## [Available data]
Start of Block

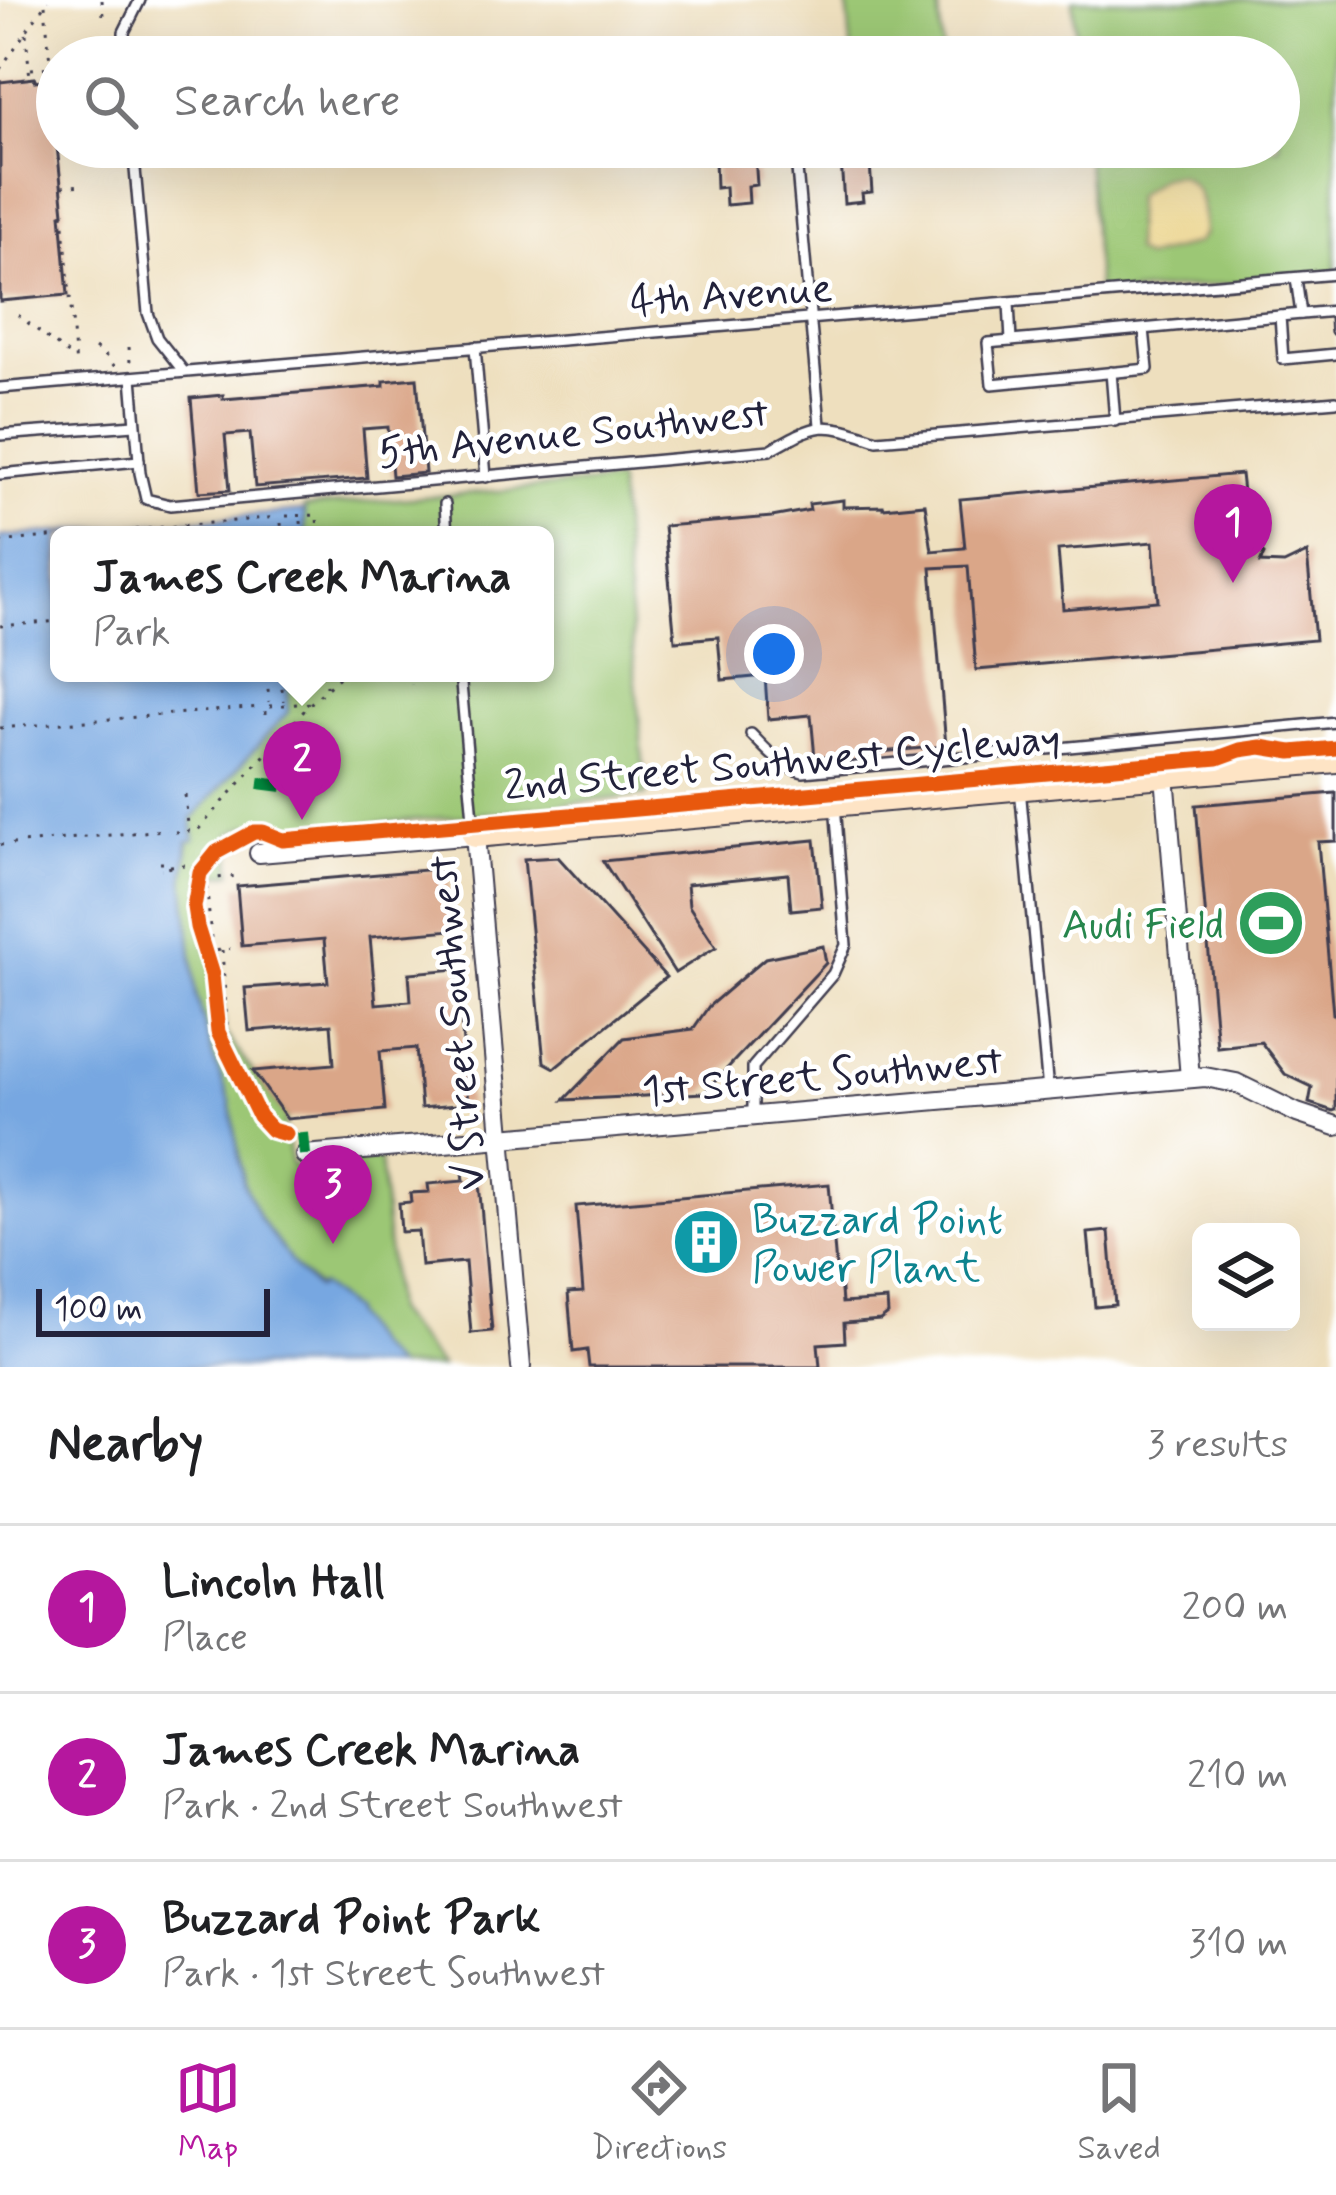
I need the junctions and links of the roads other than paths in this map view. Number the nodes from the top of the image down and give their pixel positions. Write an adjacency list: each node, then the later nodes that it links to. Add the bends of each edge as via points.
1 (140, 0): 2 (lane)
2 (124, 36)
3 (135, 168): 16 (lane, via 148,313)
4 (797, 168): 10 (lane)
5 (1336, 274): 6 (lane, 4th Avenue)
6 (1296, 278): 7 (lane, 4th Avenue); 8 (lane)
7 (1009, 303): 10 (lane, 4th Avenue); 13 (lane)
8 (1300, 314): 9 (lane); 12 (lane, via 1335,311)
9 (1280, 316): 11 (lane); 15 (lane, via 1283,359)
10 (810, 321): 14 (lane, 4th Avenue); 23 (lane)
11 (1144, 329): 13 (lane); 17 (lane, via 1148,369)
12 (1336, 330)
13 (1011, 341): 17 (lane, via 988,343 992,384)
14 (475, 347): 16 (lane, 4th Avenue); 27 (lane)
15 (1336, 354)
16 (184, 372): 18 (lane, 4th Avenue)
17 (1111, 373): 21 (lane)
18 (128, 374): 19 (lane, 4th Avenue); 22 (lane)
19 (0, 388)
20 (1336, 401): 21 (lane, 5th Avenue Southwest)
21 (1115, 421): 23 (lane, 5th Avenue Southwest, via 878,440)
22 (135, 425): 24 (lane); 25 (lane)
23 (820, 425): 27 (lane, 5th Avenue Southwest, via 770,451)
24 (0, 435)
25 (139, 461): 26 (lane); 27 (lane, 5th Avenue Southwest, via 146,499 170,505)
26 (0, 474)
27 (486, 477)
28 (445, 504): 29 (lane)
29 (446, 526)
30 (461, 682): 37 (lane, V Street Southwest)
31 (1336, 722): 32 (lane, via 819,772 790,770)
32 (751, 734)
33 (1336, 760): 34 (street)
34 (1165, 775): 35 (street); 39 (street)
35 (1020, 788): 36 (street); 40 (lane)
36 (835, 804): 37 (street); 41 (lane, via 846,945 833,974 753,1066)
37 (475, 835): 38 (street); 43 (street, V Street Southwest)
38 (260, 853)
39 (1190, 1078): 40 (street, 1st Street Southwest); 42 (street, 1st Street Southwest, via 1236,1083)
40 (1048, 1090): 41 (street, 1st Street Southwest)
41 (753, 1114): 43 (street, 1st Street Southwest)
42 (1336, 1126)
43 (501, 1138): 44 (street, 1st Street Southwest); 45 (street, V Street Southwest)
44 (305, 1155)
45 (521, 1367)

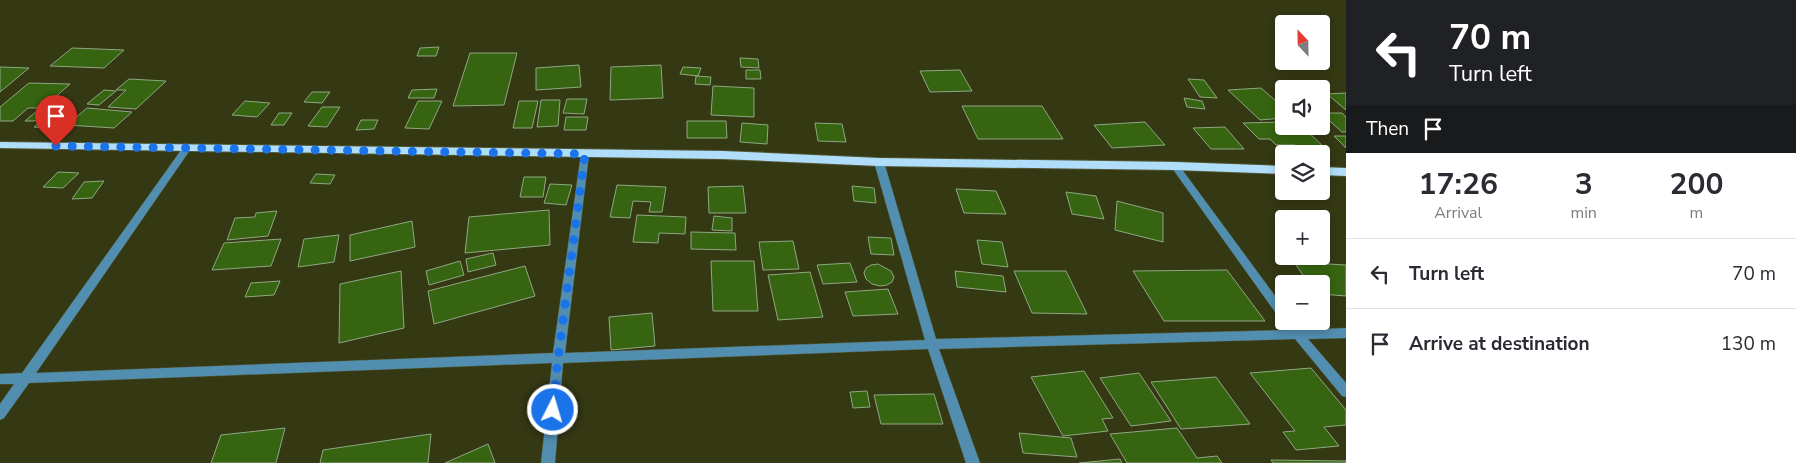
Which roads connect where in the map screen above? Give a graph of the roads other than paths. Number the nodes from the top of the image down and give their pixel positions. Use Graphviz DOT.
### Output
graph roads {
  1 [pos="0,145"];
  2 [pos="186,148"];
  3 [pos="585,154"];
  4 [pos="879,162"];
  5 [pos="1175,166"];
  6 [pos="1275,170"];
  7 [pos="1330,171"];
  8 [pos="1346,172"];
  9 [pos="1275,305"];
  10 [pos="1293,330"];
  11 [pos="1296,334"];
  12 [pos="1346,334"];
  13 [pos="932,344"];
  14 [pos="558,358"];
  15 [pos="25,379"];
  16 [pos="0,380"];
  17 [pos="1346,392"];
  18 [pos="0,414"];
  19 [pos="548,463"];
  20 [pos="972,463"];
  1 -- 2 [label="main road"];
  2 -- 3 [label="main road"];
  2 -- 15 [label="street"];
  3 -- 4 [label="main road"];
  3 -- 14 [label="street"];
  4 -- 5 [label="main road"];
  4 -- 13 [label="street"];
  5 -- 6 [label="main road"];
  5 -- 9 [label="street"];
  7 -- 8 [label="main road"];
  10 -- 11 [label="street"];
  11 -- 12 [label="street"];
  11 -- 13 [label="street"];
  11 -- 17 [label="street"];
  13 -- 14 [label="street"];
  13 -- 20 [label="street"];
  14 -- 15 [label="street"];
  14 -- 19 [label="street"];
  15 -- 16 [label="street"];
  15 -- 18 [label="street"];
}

End of Block

## [Prompt]
Taking the listing as a whole, count how many of its lines contain the word "graph", and reply with that count alone.

## [Finished exercise]
2